Look through the entries below. Report each line that has the word "Torowa" in it.

◆ Data ◆

::::

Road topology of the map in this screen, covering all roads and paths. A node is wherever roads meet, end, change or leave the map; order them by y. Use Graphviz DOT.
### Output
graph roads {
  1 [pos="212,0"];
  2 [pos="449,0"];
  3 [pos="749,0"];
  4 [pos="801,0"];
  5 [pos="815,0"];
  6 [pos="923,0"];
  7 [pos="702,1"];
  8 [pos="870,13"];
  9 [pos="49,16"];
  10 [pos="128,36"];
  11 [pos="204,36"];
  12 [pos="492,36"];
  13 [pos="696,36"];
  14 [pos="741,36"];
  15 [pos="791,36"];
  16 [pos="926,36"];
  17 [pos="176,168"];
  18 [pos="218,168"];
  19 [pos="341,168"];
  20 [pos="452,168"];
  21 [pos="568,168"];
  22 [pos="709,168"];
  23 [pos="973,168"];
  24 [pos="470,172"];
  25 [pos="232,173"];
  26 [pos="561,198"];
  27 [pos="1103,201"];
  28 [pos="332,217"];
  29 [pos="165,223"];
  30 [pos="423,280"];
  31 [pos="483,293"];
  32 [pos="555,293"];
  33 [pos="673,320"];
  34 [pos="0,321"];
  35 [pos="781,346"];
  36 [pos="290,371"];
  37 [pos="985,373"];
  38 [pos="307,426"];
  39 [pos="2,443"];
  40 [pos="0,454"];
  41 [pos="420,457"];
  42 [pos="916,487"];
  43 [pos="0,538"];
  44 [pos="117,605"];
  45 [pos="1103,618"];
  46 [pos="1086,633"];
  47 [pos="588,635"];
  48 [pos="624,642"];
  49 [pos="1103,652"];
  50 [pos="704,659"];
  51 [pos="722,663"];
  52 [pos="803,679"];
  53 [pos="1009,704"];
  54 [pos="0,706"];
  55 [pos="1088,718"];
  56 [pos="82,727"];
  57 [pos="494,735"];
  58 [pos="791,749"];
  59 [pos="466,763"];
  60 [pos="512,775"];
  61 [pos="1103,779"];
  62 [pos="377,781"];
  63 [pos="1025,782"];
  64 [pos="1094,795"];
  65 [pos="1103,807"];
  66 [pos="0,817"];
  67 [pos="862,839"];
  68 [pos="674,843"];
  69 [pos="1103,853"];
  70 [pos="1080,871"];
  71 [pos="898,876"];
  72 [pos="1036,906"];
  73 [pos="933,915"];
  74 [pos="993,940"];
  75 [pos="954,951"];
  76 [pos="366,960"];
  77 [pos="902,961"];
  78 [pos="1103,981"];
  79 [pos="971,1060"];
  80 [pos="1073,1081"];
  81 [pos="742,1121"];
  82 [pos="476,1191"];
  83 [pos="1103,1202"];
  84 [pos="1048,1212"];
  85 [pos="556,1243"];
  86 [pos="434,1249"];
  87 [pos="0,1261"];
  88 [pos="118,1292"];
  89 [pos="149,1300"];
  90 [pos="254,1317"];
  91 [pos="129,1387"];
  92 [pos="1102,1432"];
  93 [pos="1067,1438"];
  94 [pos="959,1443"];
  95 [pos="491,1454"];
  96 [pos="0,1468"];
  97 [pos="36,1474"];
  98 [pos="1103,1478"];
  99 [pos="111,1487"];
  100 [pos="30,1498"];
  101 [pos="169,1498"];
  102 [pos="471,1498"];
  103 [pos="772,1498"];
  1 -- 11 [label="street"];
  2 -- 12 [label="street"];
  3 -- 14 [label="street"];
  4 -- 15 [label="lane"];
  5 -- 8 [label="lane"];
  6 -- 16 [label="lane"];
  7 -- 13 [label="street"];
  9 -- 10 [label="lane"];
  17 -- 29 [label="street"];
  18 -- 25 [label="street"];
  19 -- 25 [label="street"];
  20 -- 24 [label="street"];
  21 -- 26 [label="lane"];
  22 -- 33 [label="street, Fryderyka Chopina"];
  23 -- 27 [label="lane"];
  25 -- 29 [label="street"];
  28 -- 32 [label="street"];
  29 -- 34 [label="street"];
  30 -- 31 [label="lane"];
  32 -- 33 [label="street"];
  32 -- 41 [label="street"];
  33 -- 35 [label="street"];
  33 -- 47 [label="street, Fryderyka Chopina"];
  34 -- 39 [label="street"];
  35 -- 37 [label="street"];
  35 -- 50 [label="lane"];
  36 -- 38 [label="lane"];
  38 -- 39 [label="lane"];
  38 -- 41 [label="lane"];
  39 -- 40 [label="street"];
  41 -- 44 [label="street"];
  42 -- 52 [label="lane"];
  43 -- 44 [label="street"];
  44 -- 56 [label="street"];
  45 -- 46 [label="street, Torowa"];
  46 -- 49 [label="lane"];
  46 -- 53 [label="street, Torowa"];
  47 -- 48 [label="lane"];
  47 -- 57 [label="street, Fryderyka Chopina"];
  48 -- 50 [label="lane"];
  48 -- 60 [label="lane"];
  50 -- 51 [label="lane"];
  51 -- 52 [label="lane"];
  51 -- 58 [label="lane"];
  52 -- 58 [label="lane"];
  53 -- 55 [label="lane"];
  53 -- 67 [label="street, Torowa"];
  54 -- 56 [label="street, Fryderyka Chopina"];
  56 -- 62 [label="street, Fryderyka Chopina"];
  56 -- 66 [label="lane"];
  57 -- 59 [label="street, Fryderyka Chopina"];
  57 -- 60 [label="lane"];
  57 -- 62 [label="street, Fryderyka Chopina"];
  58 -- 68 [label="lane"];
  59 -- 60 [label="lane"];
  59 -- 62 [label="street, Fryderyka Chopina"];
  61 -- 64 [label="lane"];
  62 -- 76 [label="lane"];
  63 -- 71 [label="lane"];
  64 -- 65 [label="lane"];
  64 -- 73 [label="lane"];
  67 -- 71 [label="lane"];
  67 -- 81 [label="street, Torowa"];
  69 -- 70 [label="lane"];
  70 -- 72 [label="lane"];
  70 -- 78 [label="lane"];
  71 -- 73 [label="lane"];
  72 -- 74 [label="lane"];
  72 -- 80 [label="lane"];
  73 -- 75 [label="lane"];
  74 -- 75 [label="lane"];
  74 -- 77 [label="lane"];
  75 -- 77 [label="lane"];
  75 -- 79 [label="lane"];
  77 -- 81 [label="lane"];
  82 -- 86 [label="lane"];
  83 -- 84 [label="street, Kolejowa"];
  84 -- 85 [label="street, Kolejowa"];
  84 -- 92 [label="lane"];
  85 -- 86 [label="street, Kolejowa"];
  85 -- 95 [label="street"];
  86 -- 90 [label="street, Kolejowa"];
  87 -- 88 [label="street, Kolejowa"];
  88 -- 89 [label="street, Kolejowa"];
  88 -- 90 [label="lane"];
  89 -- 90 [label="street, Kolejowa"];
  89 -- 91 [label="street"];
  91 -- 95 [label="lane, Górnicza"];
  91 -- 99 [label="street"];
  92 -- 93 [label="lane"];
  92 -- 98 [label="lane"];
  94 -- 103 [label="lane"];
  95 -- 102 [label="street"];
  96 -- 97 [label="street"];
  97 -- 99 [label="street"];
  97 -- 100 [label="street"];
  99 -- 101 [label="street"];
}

::::

◆ Task answer ◆
  45 -- 46 [label="street, Torowa"];
  46 -- 53 [label="street, Torowa"];
  53 -- 67 [label="street, Torowa"];
  67 -- 81 [label="street, Torowa"];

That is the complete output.